◆ Exercise objective ◆
This task calls for printing every entry exactly.

Dataset excerpts:
━━━━━━━━━━━━━━━━━━━━

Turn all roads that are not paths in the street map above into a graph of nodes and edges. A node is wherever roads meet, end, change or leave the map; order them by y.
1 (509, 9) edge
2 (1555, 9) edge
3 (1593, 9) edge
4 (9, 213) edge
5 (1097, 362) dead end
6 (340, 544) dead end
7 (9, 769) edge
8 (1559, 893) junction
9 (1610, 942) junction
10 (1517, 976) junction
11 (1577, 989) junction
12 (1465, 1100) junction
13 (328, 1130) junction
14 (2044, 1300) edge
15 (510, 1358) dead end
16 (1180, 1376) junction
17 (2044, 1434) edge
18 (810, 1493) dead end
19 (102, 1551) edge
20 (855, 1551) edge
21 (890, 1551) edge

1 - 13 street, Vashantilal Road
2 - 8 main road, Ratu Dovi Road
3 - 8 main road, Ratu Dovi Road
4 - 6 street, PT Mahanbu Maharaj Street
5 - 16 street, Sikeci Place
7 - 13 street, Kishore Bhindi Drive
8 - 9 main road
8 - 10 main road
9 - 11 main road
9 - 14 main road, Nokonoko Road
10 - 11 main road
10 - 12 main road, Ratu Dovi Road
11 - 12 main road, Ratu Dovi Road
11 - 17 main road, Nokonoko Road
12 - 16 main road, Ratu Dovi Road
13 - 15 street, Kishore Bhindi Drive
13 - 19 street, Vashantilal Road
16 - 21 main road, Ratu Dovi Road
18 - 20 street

━━━━━━━━━━━━━━━━━━━━

◆ Exercise result ◆
Turn all roads that are not paths in the street map above into a graph of nodes and edges. A node is wherever roads meet, end, change or leave the map; order them by y.
1 (509, 9) edge
2 (1555, 9) edge
3 (1593, 9) edge
4 (9, 213) edge
5 (1097, 362) dead end
6 (340, 544) dead end
7 (9, 769) edge
8 (1559, 893) junction
9 (1610, 942) junction
10 (1517, 976) junction
11 (1577, 989) junction
12 (1465, 1100) junction
13 (328, 1130) junction
14 (2044, 1300) edge
15 (510, 1358) dead end
16 (1180, 1376) junction
17 (2044, 1434) edge
18 (810, 1493) dead end
19 (102, 1551) edge
20 (855, 1551) edge
21 (890, 1551) edge

1 - 13 street, Vashantilal Road
2 - 8 main road, Ratu Dovi Road
3 - 8 main road, Ratu Dovi Road
4 - 6 street, PT Mahanbu Maharaj Street
5 - 16 street, Sikeci Place
7 - 13 street, Kishore Bhindi Drive
8 - 9 main road
8 - 10 main road
9 - 11 main road
9 - 14 main road, Nokonoko Road
10 - 11 main road
10 - 12 main road, Ratu Dovi Road
11 - 12 main road, Ratu Dovi Road
11 - 17 main road, Nokonoko Road
12 - 16 main road, Ratu Dovi Road
13 - 15 street, Kishore Bhindi Drive
13 - 19 street, Vashantilal Road
16 - 21 main road, Ratu Dovi Road
18 - 20 street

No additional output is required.